SOURCE INFORMATION:
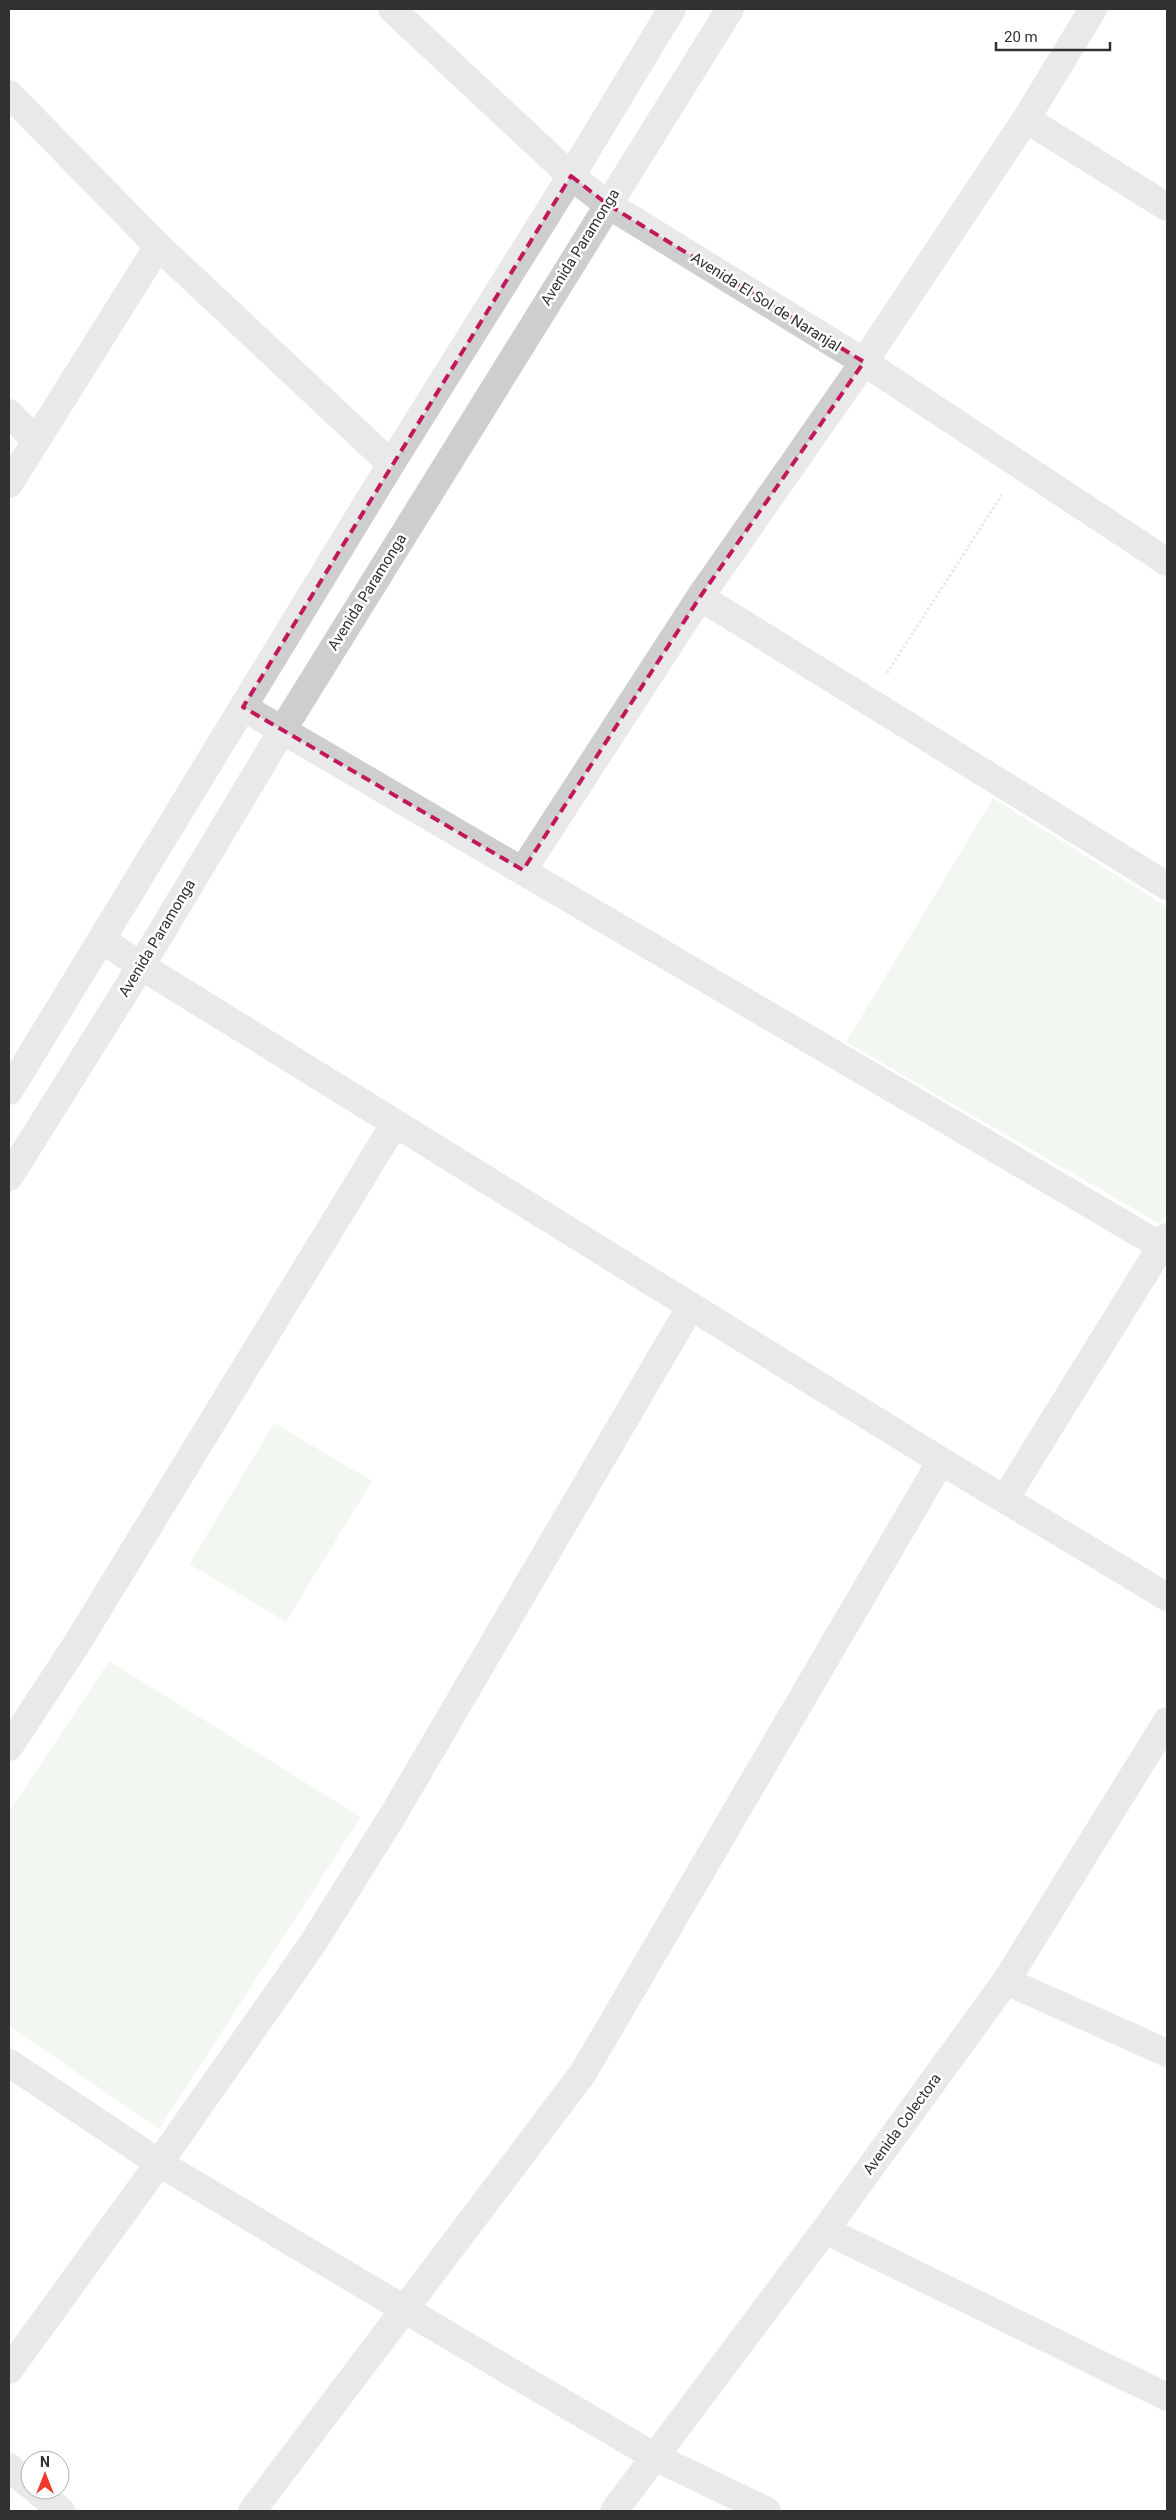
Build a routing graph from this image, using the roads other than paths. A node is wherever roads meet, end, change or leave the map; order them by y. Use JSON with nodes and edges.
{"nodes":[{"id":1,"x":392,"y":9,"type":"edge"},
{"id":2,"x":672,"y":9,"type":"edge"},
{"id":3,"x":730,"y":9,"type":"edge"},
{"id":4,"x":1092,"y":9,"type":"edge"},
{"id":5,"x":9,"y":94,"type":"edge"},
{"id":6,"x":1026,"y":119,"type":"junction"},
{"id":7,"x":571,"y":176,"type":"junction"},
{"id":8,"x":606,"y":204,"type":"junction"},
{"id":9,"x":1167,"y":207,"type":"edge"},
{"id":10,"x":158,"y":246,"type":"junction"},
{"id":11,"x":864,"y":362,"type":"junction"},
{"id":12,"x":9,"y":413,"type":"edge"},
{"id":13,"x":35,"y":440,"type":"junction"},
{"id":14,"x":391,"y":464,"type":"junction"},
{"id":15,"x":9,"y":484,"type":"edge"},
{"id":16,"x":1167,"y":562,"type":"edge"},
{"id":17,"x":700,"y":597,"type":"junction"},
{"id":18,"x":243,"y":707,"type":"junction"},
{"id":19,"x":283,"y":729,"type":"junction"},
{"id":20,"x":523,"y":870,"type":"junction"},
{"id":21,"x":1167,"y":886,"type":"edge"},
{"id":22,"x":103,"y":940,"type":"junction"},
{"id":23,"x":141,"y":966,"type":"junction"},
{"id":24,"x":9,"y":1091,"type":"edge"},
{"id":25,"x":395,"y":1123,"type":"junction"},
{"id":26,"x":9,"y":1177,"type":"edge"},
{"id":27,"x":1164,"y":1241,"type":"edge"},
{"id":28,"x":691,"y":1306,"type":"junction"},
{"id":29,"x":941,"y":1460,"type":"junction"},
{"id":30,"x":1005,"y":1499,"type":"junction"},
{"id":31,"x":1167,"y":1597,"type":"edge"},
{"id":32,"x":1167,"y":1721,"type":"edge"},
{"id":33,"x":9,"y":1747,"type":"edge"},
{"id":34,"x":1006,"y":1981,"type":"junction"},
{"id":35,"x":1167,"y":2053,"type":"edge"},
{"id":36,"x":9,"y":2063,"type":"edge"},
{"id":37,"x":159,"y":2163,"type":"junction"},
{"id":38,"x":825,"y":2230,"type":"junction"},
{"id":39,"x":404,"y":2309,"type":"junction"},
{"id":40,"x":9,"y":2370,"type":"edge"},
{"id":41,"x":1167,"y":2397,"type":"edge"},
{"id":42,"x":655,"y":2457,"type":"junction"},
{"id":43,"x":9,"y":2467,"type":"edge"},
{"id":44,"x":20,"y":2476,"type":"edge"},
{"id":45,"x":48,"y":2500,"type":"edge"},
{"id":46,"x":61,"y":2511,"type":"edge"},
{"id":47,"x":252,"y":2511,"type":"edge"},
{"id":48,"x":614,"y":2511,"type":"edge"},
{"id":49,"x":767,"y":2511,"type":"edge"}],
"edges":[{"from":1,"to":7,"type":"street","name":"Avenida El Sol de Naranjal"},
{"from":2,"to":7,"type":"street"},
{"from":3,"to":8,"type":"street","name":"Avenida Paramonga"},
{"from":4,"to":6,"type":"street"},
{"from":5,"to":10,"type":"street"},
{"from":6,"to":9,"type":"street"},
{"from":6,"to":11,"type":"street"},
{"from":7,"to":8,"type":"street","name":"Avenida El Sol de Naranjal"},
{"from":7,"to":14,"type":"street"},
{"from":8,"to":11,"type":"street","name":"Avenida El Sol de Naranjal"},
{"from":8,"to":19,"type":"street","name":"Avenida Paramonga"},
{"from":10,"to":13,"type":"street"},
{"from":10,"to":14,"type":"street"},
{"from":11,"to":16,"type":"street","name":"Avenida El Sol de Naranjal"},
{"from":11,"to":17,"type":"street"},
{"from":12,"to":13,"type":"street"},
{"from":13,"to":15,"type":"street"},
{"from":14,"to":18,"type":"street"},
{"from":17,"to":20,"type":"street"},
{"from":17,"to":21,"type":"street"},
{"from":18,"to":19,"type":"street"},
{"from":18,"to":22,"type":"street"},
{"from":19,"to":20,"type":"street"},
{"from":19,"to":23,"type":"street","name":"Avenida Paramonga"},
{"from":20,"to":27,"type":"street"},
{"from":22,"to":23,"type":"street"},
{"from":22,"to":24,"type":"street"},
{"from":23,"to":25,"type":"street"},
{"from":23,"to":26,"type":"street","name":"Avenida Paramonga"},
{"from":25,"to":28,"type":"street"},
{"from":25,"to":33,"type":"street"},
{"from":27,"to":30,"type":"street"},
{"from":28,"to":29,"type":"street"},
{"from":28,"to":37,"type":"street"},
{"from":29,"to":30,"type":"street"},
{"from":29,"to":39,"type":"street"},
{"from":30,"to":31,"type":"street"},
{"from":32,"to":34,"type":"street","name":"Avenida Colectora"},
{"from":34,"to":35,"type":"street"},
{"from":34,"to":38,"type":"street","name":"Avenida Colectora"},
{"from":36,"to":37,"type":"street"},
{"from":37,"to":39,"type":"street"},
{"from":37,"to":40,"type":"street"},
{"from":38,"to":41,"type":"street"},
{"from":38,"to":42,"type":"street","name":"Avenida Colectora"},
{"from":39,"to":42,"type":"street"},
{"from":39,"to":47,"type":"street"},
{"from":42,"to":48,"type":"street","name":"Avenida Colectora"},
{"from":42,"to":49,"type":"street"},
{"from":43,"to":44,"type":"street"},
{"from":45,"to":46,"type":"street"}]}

BRIEF: In the records, locate each line holding the string "edges" and copy it.

EXERCISE SOLUTION:
Build a routing graph from this image, using the roads other than paths. A node is wherever roads meet, end, change or leave the map; order them by y. Use JSON with nodes and edges.
"edges":[{"from":1,"to":7,"type":"street","name":"Avenida El Sol de Naranjal"},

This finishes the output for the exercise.